Orange Pancakes `21' Club
- 5 large eggs
- 1 1/2 cups milk
- 2 tablespoons Grand Marnier
- 2 tablespoons vegetable oil or melted unsalted butter
- 1 cup all-purpose flour (preferably unbleached)
- 1/4 cup sugar
- 1 tablespoon freshly grated orange zest
- 1 teaspoon freshly grated lemon zest
- 1/2 stick (1/4 cup) unsalted butter, melted
- In a bowl whisk together eggs, milk, Grand Marnier, and 2 tablespoons oil or butter until combined well and gradually whisk in flour.
- Stir in sugar and zests and chill, covered, 30 minutes.
- Preheat oven to 200F.
- Gently stir batter.
- Heat a well-seasoned 7-inch crepe pan or not-stick skillet over moderate heat until hot and brush lightly with some melted butter.
- When butter starts to bubble remove pan from heat.
- Half fill a 1/4-cup measure with batter and pour into pan, tilting and rotating pan quickly to evenly coat bottom.
- Return pan to heat and cook pancake until underside is golden brown.
- Turn pancake and cook until underside is golden brown, transferring to a heatproof platter.

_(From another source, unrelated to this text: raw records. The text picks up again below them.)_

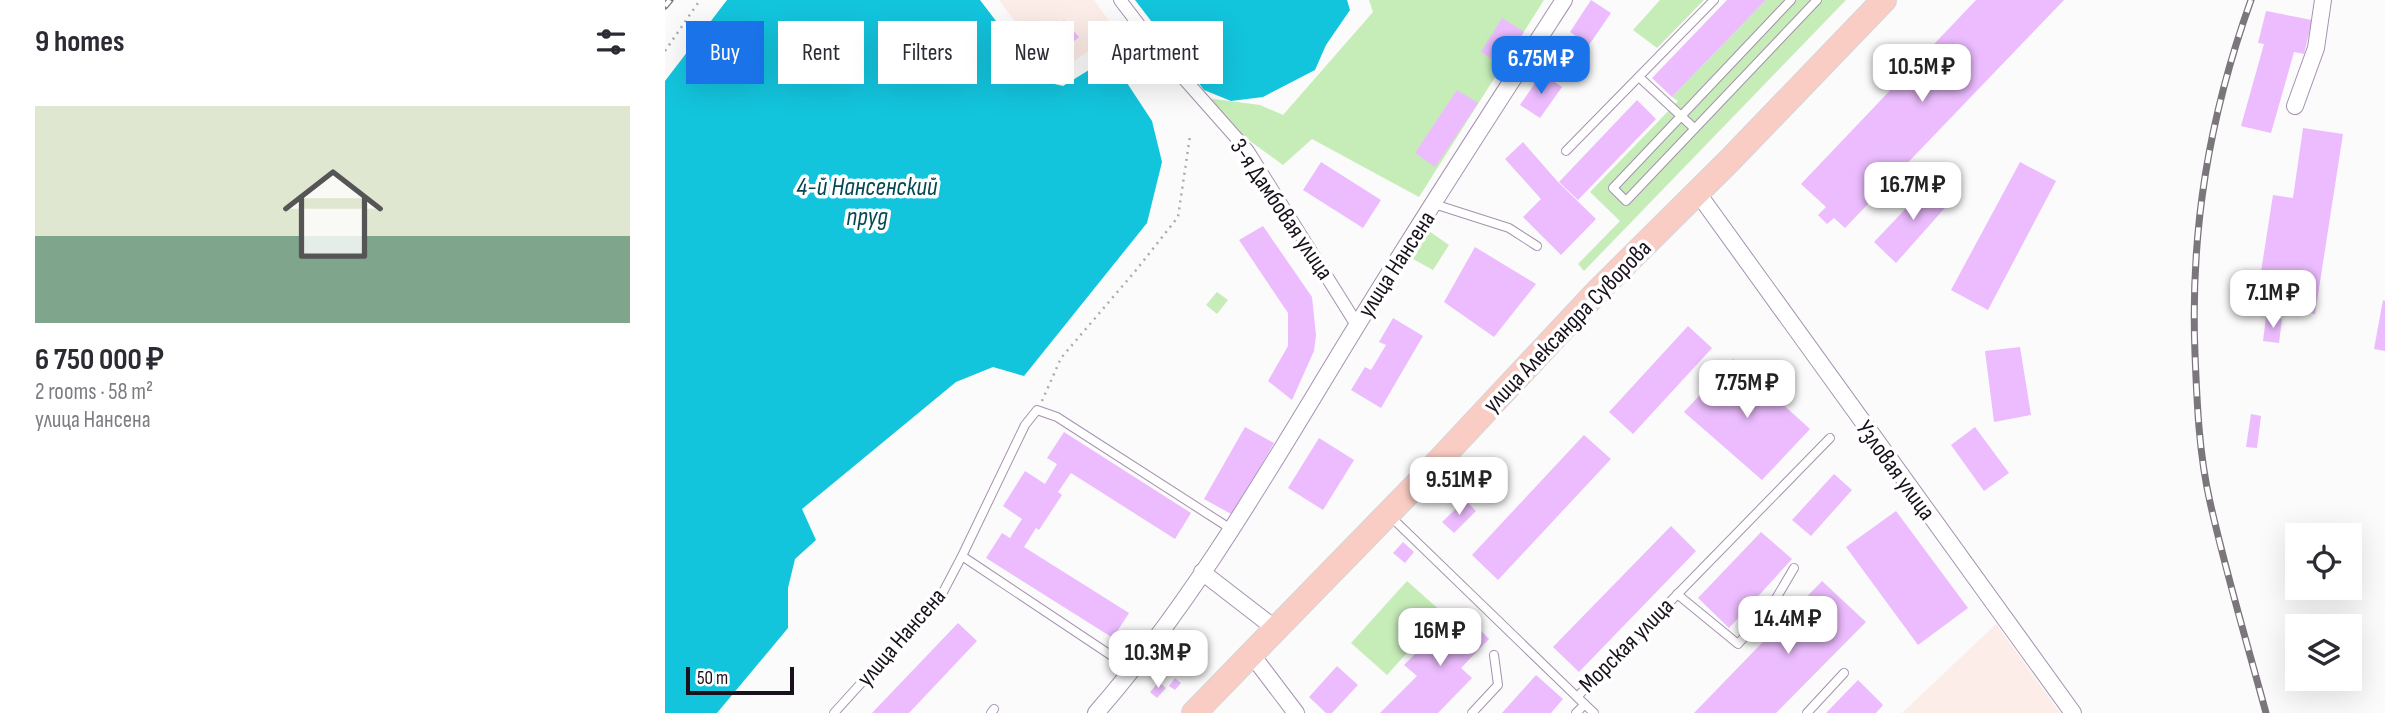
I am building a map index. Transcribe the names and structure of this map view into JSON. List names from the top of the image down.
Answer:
{
  "streets": {
    "main road": ["улица Александра Суворова"],
    "street": ["3-я Дамбовая улица", "улица Нансена", "Узловая улица"],
    "lane": ["Морская улица"]
  },
  "crossings": [
    ["3-я Дамбовая улица", "улица Нансена"],
    ["улица Александра Суворова", "Узловая улица"],
    ["улица Александра Суворова", "Морская улица"]
  ],
  "water": ["4-й Нансенский пруд"],
  "scale_bar": "50 m",
  "page": {
    "heading": "9 homes",
    "chip": [
      "Buy",
      "Rent",
      "Filters",
      "New",
      "Apartment"
    ],
    "price": [
      "6.75M ₽",
      "10.5M ₽",
      "16.7M ₽",
      "7.1M ₽",
      "7.75M ₽",
      "9.51M ₽",
      "14.4M ₽",
      "16M ₽",
      "10.3M ₽"
    ],
    "list": [
      {
        "name": "6 750 000 ₽",
        "note": "2 rooms · 58 m² · улица Нансена"
      }
    ],
    "scale": "50 m"
  }
}
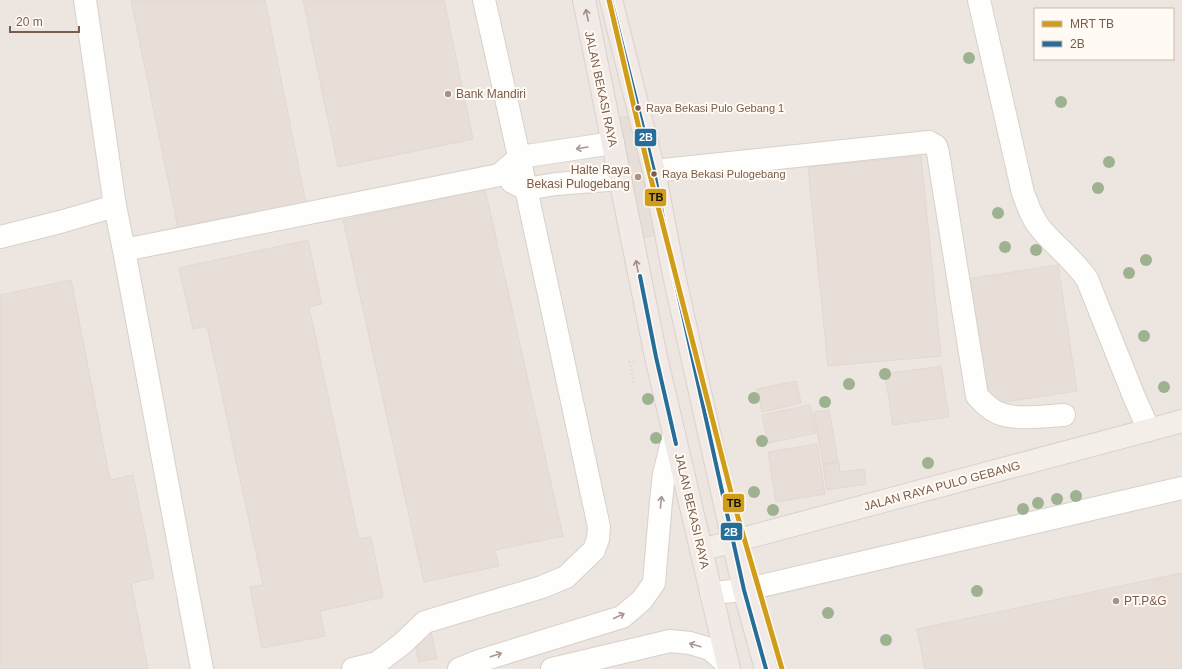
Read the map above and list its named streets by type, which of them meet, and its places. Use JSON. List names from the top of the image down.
{
  "streets": {
    "highway": ["JALAN BEKASI RAYA"],
    "main road": ["JALAN RAYA PULO GEBANG"]
  },
  "crossings": [
    ["JALAN BEKASI RAYA", "JALAN RAYA PULO GEBANG"]
  ],
  "places": [
    "Bank Mandiri",
    "Raya Bekasi Pulo Gebang 1",
    "Raya Bekasi Pulogebang",
    "Halte Raya Bekasi Pulogebang",
    "PT.P&G"
  ],
  "lines": ["metro line TB", "transit line 2B"],
  "legend": ["MRT TB", "2B"],
  "scale_bar": "20 m"
}
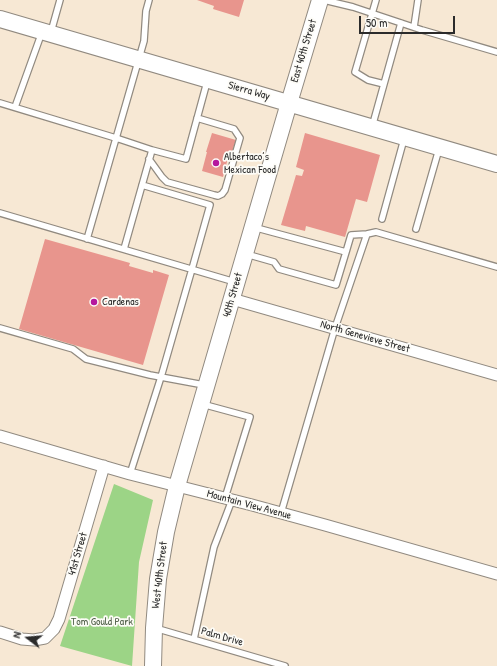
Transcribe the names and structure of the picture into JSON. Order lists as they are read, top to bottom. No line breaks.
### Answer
{"streets":{"main road":["East 40th Street","Sierra Way","40th Street","West 40th Street"],"street":["North Genevieve Street","Mountain View Avenue","41st Street"],"lane":["Palm Drive"]},"crossings":[["East 40th Street","Sierra Way"],["East 40th Street","40th Street"],["Sierra Way","40th Street"],["40th Street","North Genevieve Street"],["40th Street","Mountain View Avenue"],["40th Street","West 40th Street"],["Mountain View Avenue","41st Street"],["Mountain View Avenue","West 40th Street"],["West 40th Street","Palm Drive"]],"parks":["Tom Gould Park"],"places":["Albertaco’s Mexican Food","Cardenas"],"scale_bar":"50 m","north":"left"}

- Make more pancakes in same manner with remaining batter and butter, keeping pancakes warm in oven.
- Pancakes may be made ahead and kept, wrapped well in plastic wrap, chilled 2 days or frozen 2 weeks.
- Reheat pancakes, wrapped in foil, in oven before filling them.
eggs, milk, grand marnier, vegetable oil, flour, sugar, orange zest, freshly grated lemon zest, unsalted butter
Taken from www.epicurious.com/recipes/food/views/orange-pancakes-21-club-10887 (may not work)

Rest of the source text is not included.